How will content discovery evolve?

The LXP is not the solution to everything. Make sure you are creating the right types of discovery for the best content you can find.

Learning content discovery is a complex challenge. Employees can access thousands of courses through licenses with content companies. As internal learning teams develop more content with easier-than-ever-to-use authoring tools, libraries grow even larger. And then there’s the internet.

If you’re investing in your company’s learning programs, it’s important to think about how employees will find the programs they need. This is how the learning experience platform market came to be.

I want to cut through some of the hype and give you a sense of how complex this challenge has become. Google has thousands of engineers optimizing search. LXP companies, which may have 10 engineers at most working on this, have to make some choices. Let’s examine our options for guiding learning.

By far the simplest and most useful way to find what you need is to have the company tell you what to learn. This is where most L&D departments start. They build a curriculum of content and tell employees, “Here is your learning path.” This is actually the most powerful step you can take. If you take the time to study the domain, you can build or buy a curriculum, learning path or certification program that gets people to where they need to be.

The focus on self-directed learning has gone too far — most of us simply do not know what we need to know. I also believe the LXP market has gotten way ahead of itself. We now have companies building “flea markets” of learning content, making it harder than ever for employees to decide what to learn. Take the time to validate, build and update your structured (and mandatory) learning paths.

The second option is to guide learning according to skills. Some vendors are now tagging content according to skills categories. But there are pitfalls to this approach. For instance, searches on “Java coding” or “Excel” could turn up hundreds of resources.

Degreed, LinkedIn, EdCast, Percipio and IBM have started to add skills-based discovery tools into their systems. They use other data to inform as well, such as length, media type and popularity. But with the exception of Volley, none attempt to see how deep or complex the content is, so learners have to guess by title how relevant the content will be.

Pluralsight, one of the leading providers of software technical skills programs, has its own learning portal and has built a skills assessment engine called Skill IQ to help match content to an employee’s skill level. IBM, Workday and Gloat try to infer employee skill levels by analyzing job descriptions, emails and other data to recommend content.
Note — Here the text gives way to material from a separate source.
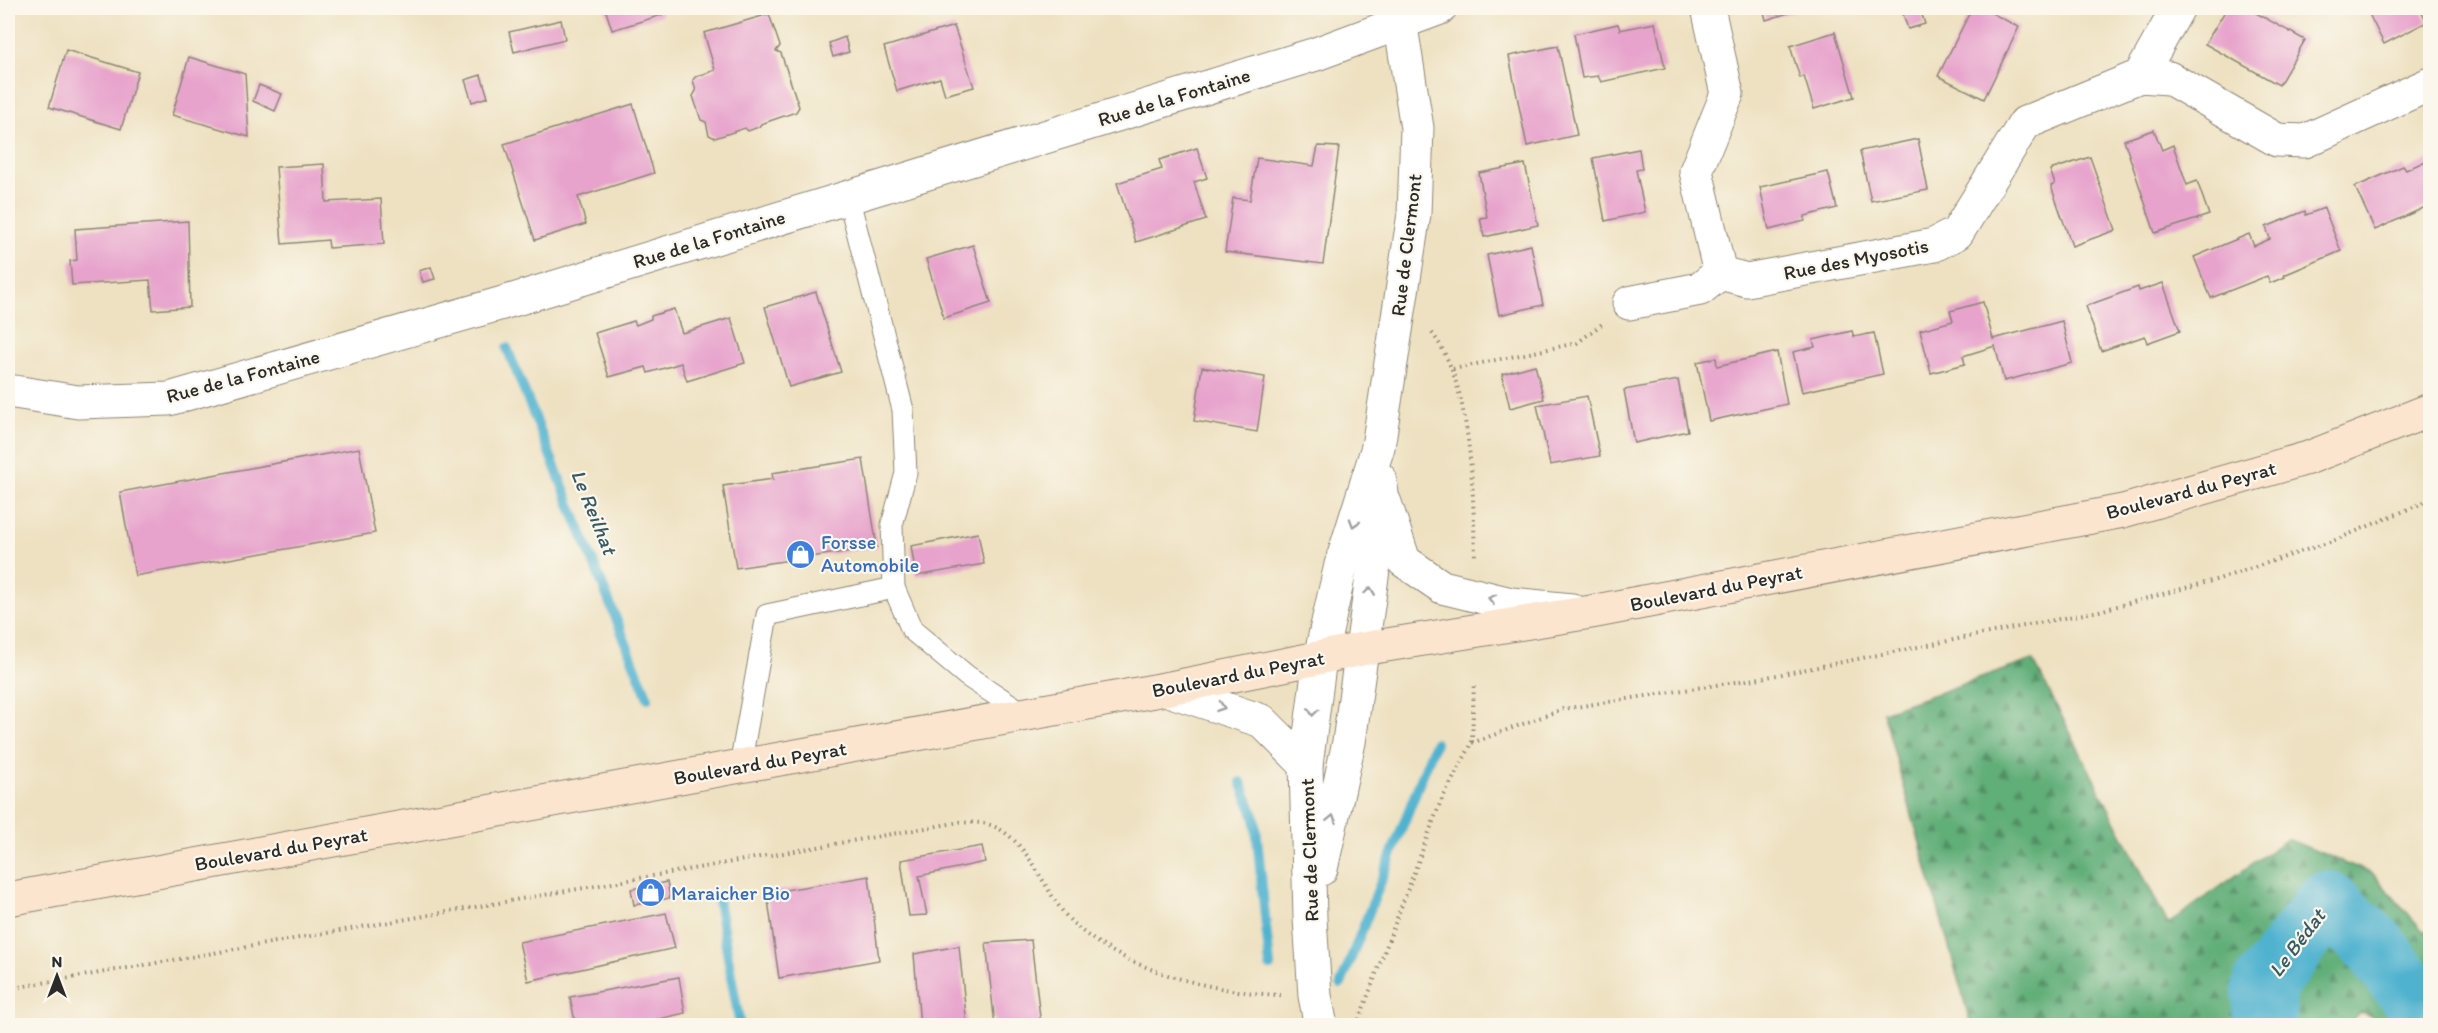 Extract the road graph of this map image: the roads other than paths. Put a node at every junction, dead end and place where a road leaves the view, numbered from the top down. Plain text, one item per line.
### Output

While all of this sounds great, it’s very new technology. Ultimately, skills-based discovery is limited by media type and the fact that microlearning is still lacking in most libraries.

The third option is to use Google’s idea of page ranking for learning recommendations. Vendors such as EdCast, SkillSoft, Cornerstone, LinkedIn and Fuse aggregate massive amounts of data to recommend learning based on content use.
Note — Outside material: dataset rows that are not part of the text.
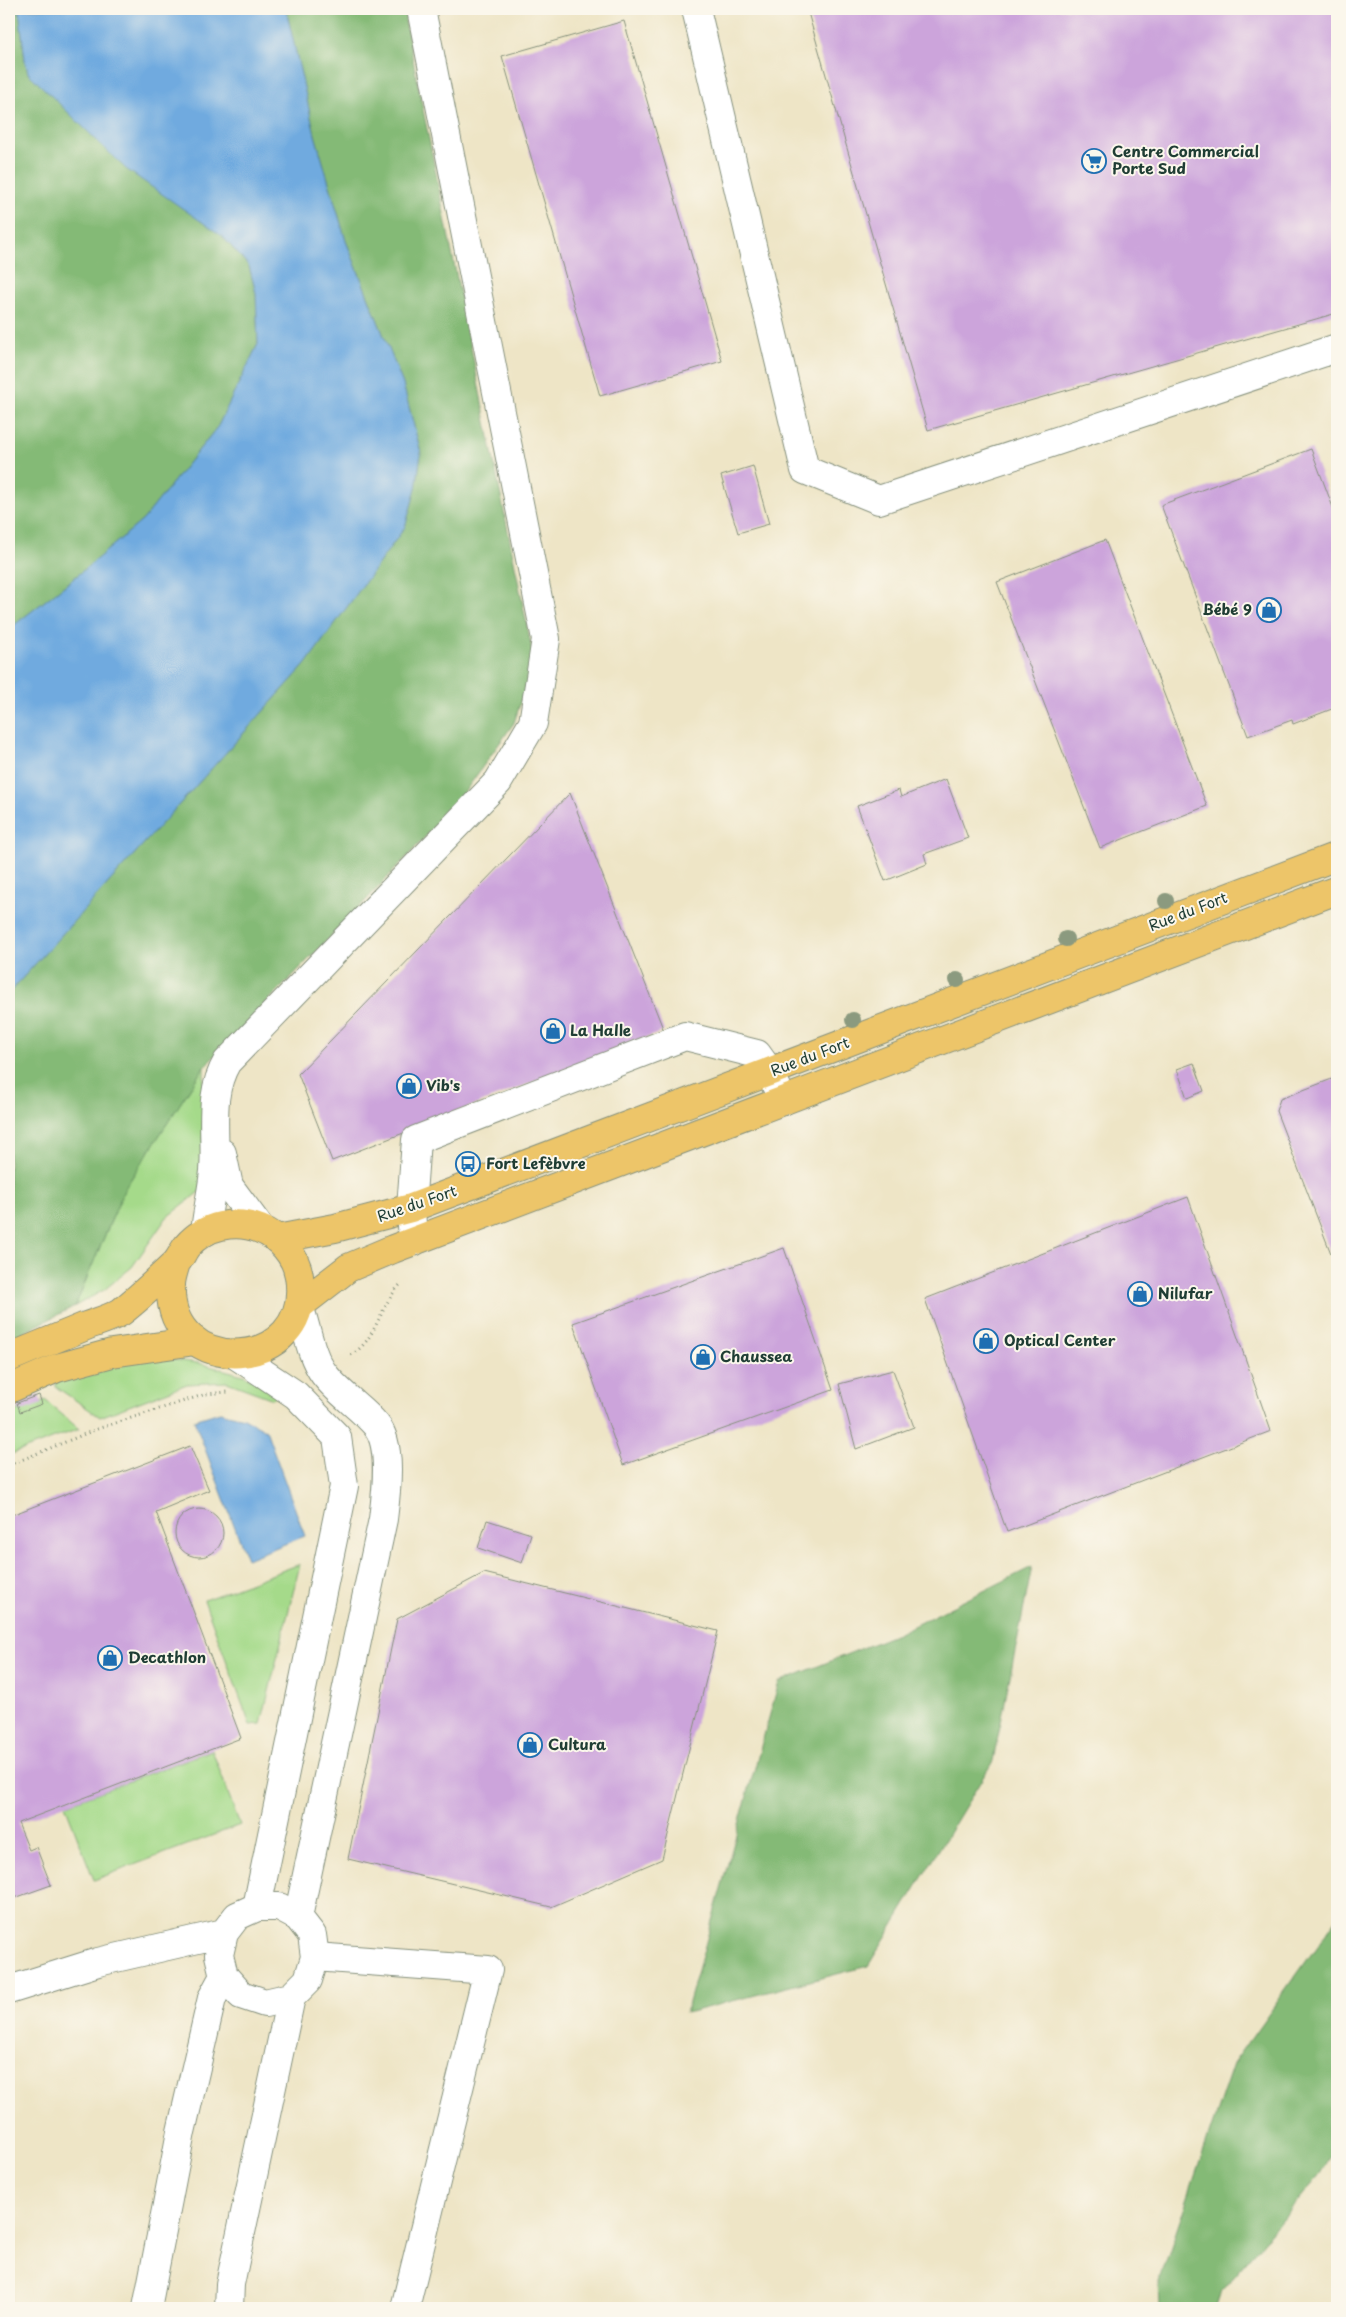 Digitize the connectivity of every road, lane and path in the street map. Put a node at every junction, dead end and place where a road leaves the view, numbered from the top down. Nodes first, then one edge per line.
1 (421, 9) edge
2 (696, 9) edge
3 (1337, 348) edge
4 (1337, 856) edge
5 (1337, 890) edge
6 (770, 1072) junction
7 (784, 1101) junction
8 (215, 1118) junction
9 (411, 1208) junction
10 (205, 1232) junction
11 (269, 1234) junction
12 (413, 1242) junction
13 (176, 1263) junction
14 (299, 1306) junction
15 (195, 1341) junction
16 (236, 1355) junction
17 (9, 1358) edge
18 (9, 1389) edge
19 (235, 1394) dead end
20 (9, 1464) edge
21 (257, 1907) junction
22 (298, 1917) junction
23 (224, 1933) junction
24 (315, 1957) junction
25 (224, 1976) junction
26 (9, 1990) edge
27 (291, 1997) junction
28 (147, 2308) edge
29 (229, 2308) edge
30 (405, 2308) edge

1 - 8 lane
2 - 3 lane
4 - 6 main road, Rue du Fort
5 - 7 main road, Rue du Fort
6 - 7 lane
6 - 9 main road, Rue du Fort
6 - 9 lane
7 - 12 main road, Rue du Fort
8 - 10 lane
8 - 11 lane
9 - 11 main road, Rue du Fort
9 - 12 lane
10 - 11 main road, Rue du Fort
10 - 13 main road, Rue du Fort
11 - 14 main road, Rue du Fort
12 - 14 main road, Rue du Fort
13 - 15 main road, Rue du Fort
13 - 17 main road, Rue du Fort
14 - 16 main road, Rue du Fort
14 - 22 lane
15 - 16 main road, Rue du Fort
15 - 18 main road
16 - 21 lane
19 - 20 path
21 - 22 lane
21 - 23 lane
22 - 24 lane
23 - 25 lane
23 - 26 lane
24 - 27 lane
24 - 30 lane
25 - 27 lane
25 - 28 lane
27 - 29 lane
This approach also has challenges. When a program is widely used, it also then becomes widely recommended and it starts to “crowd out” other content that might have more value and credibility. The most popular article or course may not be the most useful.

When EdCast started working with NASSCOM and other major institutions, its goal was to create faster and better machine learning recommendations. Edcast now does customized recommendations for each client, as do Degreed, Valamis and CrossKnowledge. Degreed’s new OEM relationship with Harvard Publishing promises to help better understand patterns of use for Harvard’s content. Wiley, the owner of CrossKnowledge and one of the biggest book publishers in the world, is embarking on a data lake project to better recommend content. Fuse lets teams segment themselves into communities so the system can recommend the most popular content within that group. Its clients have found this to be far more relevant than recommendations based on enterprise-wide use.

The fourth approach to discovery is far more innovative and powerful. Volley, Valamis, IBM and Docebo all offer solutions that actually ingest instructional content (text, video, audio), identify and categorize the instruction contained within it, and then create microlearning and personalized recommendations.

Volley’s system can crawl through cybersecurity documentation and “create” training, microlearning and assessments on security procedures for each institution. This approach has enormous potential as its knowledge engine identifies level of expertise and credibility of content through pedagogical analysis. Valamis, which is used by Boeing, can fast-forward to a video segment and show you precisely what to watch based on instructional needs.

Over time, we can expect more learning platforms to do this. But the technology is new and yet to be perfected.

The fifth way to recommend content is through human support: Ask the learner. In an ideal world, your learning platform would know the role and experience of each employee, their learning preferences and goals, and the content they have consumed.

Degreed has worked with clients such as Bank of America to map specific job roles to learning recommendations. IBM’s YourLearning platform does this using IBM’s Watson Talent Frameworks. Filtered’s product Magpie asks employees questions when getting started to inform its engine about the individual’s role, interests, learning needs and skills profile.

The final approach to discovery is to embed learning into mandatory practices at work. Consider programs like anti-money laundering, sexual harassment training or annual compliance programs. These required courses are part of any company’s success, so don’t forget to include them in learning discoveries.

The LXP is not the solution to everything. Creating the right form of discovery is where you earn your pay. As the LXP space grows, make sure you are creating the right types of discovery for the best content you can find. Don’t let your L&D department turn into the training flea market.

Learning technology is changing faster than ever, but the role of humans has not gone away. Only you can build the academy, learning paths or in-the-flow experiences that are right for your company.